Les aventures du jeune Hellboy.
Mike Mignola continue de raconter la tumultueuse vie de son démon cornu en passant régulièrement d'une décennie à l'autre. Après les nombreuses mini-séries de la collection Hellboy & B.P.R.D. se déroulant dans les années 50 ou encore la virée seventies de Hellboy in love, l'auteur remonte cette fois-ci aux années 40, précisément en 1947, soit trois ans après l'arrivée de Hellboy sur Terre.

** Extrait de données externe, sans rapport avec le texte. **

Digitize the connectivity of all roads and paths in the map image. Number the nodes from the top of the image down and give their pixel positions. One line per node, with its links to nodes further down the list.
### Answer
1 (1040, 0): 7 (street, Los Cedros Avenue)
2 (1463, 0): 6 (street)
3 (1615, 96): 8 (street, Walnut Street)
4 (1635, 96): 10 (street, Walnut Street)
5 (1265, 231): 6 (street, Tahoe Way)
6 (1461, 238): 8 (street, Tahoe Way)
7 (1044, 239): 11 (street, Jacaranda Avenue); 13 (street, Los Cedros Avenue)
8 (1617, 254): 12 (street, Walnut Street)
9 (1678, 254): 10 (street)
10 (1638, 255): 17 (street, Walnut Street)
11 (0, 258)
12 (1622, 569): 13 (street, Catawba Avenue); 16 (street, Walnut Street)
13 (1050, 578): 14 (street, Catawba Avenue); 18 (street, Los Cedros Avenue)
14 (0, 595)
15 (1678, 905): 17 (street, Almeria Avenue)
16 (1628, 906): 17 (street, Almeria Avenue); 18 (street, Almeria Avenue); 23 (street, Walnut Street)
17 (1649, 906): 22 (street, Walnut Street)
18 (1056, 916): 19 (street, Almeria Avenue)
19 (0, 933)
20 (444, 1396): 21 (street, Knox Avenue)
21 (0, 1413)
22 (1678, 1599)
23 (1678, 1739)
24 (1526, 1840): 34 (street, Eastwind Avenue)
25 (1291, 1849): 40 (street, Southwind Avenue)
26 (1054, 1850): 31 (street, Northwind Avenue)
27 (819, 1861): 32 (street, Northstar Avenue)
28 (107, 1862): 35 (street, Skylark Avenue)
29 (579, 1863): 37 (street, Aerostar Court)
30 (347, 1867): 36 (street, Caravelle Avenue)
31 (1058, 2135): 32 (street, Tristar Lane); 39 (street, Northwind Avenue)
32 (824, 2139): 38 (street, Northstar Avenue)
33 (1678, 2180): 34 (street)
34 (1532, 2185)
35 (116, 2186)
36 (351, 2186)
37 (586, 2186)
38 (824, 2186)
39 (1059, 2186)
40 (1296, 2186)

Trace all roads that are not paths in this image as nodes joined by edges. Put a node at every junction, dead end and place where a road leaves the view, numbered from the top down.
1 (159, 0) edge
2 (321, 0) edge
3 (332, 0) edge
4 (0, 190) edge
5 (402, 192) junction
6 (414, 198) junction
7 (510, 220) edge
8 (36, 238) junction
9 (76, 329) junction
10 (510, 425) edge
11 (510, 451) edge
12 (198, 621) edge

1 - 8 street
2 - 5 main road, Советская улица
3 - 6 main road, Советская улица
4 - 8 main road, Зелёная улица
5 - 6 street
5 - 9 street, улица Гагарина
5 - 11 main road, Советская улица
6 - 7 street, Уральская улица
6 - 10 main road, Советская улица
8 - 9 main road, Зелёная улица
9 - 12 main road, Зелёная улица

Ce n'est bien entendu pas la première fois que les comics de cet univers nous offrent des flashbacks du héros enfant mais Young Hellboy : Le Pays Caché est bien la toute première mini-série consacrée à cette période.
Mike Mignola a collaboré avec Thomas Sniegoski, qui connaît bien ce monde puisqu'il a travaillé sur B.P.R.D. : Hollow Earth et qu'il en explore le futur avec Mignola et son autre compère Christopher Golden pour les comics Frankenstein : New World. Sur Young Hellboy, il a adopté un ton plus léger qui correspond parfaitement à la personnalité enjouée du petit Hellboy. Car le futur détective du paranormal voyait alors toujours ce qui l'entourait avec ses yeux et son imaginaire d'enfant nourris aux bandes dessinées et aux pulps. Un enthousiasme communicatif...qui peut le plonger à l'occasion dans les pires ennuis...
Alors qu'il s'envolait avec son père adoptif le professeur Trevor Bruttenholm vers un site de fouilles en Amérique du Sud, Hellboy est pris pour cible par un prêtre fanatique qui voit sa présence comme un danger annonciateur de l'Apocalypse. Après un bref combat, l'avion se crashe et le trio échoue sur une île peuplée de créatures étranges, en commençant par des crabes géants et un colosse simiesque. Des références très séries B des années 30 à 50...ce qui ne pouvait que me plaire dans un premier chapitre mené sur un rythme enlevé...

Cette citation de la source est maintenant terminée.